O homem é um ser moral porque é um ser de consciência, isto é, que tem consciência, um ser
de convivência e um ser de liberdade.
É necessário, antes de mais, que o homem se assuma como um sujeito, uma individualidade
irredutível a outras individualidades, uma existência diferente e diferenciada. O núcleo central
da moralidade é o eu, mas não um eu encerrado sobre si mesmo, autista, reduzido a uma
prisão aquário, antes um eu aberto ao exterior, curioso e em trânsito.
Aquilo que me permite saber-me como sujeito e constituir-me como indivíduo é a consciência.
Este eu de que me apercebo através da consciência não se limita a um corpo ou um conjunto
de sensações mas também não se reduz ao espírito. Se não posso ou não devo considerar os
sentidos e os sentimentos como ilusões também não posso esquecer a importância do
pensamento como instrumento precioso de investigação da realidade. Este eu de que me
apercebo através da consciência não é uma identidade estática, inalterável, mas uma
complexidade, um edifício em construção. O eu não é uma pousada ou um eremitério, um
refúgio, mas um caminho, delineado passo a passo, um percurso tão sinuoso quanto as
circunstâncias e os projectos. O eu não é uma mónada, mas uma existência que edifica o seu
sentido e significado na abertura, no contacto e no diálogo autêntico.
É pela consciência que o homem se distingue do animal, é pela consciência que o homem se
define como ser moral. É mediante a consciência que alguns actos do homem se convertem
em acções significativas e transformadoras do próprio homem. É a consciência que possibilita
quer uma visão retrospectiva quer projectiva da realidade e das nossas acções e desta forma
ultrapassar a sensação do imediato, tornando-nos seres de horizontes amplos.
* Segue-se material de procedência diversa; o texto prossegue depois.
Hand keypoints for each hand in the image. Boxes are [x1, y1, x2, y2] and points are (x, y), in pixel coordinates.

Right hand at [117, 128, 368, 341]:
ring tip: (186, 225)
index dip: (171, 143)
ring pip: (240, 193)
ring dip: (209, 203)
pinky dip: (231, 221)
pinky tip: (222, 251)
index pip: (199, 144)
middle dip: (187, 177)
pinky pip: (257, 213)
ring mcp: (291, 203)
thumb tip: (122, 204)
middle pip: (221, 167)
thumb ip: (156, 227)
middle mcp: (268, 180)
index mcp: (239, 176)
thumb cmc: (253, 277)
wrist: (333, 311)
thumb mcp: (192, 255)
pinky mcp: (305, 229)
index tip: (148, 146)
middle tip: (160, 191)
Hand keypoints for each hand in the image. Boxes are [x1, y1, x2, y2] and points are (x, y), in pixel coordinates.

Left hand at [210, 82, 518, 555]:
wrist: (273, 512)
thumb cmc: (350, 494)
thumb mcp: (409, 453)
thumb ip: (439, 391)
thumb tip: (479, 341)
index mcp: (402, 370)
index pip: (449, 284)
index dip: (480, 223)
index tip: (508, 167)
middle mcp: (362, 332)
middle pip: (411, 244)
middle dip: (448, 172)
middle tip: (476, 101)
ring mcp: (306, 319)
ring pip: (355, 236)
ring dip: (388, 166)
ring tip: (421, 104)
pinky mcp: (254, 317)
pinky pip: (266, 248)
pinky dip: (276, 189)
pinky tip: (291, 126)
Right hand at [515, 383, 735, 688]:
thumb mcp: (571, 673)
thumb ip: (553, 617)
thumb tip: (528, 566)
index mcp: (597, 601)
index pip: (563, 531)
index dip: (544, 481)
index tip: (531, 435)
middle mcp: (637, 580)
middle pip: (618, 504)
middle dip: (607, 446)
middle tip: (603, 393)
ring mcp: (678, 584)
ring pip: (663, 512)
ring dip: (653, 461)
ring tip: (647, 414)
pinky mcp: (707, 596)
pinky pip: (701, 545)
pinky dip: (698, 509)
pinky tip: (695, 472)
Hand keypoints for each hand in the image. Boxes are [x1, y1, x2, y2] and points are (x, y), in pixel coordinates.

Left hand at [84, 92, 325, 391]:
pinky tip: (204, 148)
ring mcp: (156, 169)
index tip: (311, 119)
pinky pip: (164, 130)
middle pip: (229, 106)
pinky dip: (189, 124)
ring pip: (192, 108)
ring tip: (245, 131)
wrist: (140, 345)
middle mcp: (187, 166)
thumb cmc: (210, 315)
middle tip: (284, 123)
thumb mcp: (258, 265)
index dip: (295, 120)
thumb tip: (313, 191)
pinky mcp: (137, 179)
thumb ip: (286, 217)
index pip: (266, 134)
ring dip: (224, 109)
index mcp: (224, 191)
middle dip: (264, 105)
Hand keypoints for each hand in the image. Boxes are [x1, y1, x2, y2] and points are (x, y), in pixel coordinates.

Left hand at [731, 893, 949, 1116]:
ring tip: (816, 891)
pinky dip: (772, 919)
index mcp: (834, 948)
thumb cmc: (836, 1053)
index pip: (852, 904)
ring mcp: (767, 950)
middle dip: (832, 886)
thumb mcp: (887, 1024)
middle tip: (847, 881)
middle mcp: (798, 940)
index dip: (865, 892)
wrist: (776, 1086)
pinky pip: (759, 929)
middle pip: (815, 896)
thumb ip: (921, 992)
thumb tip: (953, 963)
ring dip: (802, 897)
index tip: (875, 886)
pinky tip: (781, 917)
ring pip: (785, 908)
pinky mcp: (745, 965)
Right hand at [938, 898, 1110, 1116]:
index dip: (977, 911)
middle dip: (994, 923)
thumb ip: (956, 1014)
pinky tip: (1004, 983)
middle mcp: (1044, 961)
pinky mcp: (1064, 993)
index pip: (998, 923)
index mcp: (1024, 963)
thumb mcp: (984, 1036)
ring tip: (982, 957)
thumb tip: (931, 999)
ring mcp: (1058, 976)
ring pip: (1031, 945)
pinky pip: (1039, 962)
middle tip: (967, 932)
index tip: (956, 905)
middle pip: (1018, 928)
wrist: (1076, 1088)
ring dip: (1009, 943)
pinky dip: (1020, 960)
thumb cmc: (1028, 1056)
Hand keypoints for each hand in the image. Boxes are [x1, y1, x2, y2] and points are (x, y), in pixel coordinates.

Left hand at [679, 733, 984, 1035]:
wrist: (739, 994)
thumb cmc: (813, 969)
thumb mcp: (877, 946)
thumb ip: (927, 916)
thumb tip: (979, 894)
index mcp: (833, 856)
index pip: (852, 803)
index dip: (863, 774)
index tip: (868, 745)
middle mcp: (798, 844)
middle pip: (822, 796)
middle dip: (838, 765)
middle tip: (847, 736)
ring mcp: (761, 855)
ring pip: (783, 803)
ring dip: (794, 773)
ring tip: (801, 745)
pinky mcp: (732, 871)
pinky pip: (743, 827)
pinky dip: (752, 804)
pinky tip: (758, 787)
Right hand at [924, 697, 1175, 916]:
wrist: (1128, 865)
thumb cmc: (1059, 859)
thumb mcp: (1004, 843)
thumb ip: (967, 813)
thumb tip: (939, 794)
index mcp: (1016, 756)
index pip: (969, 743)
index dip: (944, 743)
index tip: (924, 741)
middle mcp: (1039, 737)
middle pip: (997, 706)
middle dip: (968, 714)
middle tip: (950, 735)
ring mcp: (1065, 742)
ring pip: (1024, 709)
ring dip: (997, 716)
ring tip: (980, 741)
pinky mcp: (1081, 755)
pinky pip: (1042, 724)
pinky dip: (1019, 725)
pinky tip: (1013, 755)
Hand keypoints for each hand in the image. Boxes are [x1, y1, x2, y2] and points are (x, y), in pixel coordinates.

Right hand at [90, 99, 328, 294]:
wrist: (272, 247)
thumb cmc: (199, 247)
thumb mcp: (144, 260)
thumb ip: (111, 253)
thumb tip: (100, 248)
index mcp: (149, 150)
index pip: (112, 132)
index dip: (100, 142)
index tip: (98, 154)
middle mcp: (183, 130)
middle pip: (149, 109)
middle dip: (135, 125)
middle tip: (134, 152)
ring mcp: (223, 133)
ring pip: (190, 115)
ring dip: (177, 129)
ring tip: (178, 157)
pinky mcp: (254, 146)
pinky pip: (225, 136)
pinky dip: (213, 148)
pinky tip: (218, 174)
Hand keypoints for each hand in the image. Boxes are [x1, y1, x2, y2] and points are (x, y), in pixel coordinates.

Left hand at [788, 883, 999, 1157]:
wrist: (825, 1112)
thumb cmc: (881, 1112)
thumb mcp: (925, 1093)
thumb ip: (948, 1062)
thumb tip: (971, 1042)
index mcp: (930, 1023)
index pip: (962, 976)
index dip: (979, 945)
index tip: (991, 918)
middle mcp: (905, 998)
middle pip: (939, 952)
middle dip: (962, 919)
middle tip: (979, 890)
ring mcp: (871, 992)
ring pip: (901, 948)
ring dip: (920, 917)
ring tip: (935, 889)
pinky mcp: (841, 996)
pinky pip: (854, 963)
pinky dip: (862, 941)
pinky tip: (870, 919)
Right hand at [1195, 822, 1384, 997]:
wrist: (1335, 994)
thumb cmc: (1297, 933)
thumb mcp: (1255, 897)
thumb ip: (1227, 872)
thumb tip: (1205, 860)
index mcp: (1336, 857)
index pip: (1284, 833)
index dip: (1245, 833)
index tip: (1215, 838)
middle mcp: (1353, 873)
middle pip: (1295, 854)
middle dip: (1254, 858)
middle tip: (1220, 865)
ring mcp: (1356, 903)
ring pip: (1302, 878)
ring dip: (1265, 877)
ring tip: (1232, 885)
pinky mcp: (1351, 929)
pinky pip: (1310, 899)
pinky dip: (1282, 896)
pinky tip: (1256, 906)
Se, porém, cada homem é individual, único e irrepetível, um eu que necessita de se afirmar e
de se realizar, isso não significa que cada um de nós se possa isolar na sua esfera de auto-
consciência e ficar imune aos outros.
Os outros não são apenas o pano de fundo da minha existência ou objectos do cenário onde
represento a minha vida, mas a condição necessária da minha afirmação e do meu ser. Os
outros não são apenas os meus limites, um mal necessário, o purgatório justificado pelas
vantagens que eventualmente possa ter, mas ocasião e fonte de partilha, diálogo, descoberta
daquilo que sou e represento. Os outros são a minha contingência mas também o espelho em
que me revejo na minha alteridade.
Só por intermédio da convivência me sei diferente e reconheço nos outros as diferenças que
os constituem e os tornam seres independentes de mim e auto-justificados. Só por intermédio
dos outros descubro a minha humanidade e me afirmo como homem entre homens, como ser
em formação e desenvolvimento, como ser verdadeiramente moral.
Assim se excluem quer o egoísmo, a exacerbação de um eu que exclui os outros e que, por
isso, se torna vazio e estéril, quer a aceitação passiva dos códigos sociais num esforço de nos
tornarmos boas ovelhas do rebanho.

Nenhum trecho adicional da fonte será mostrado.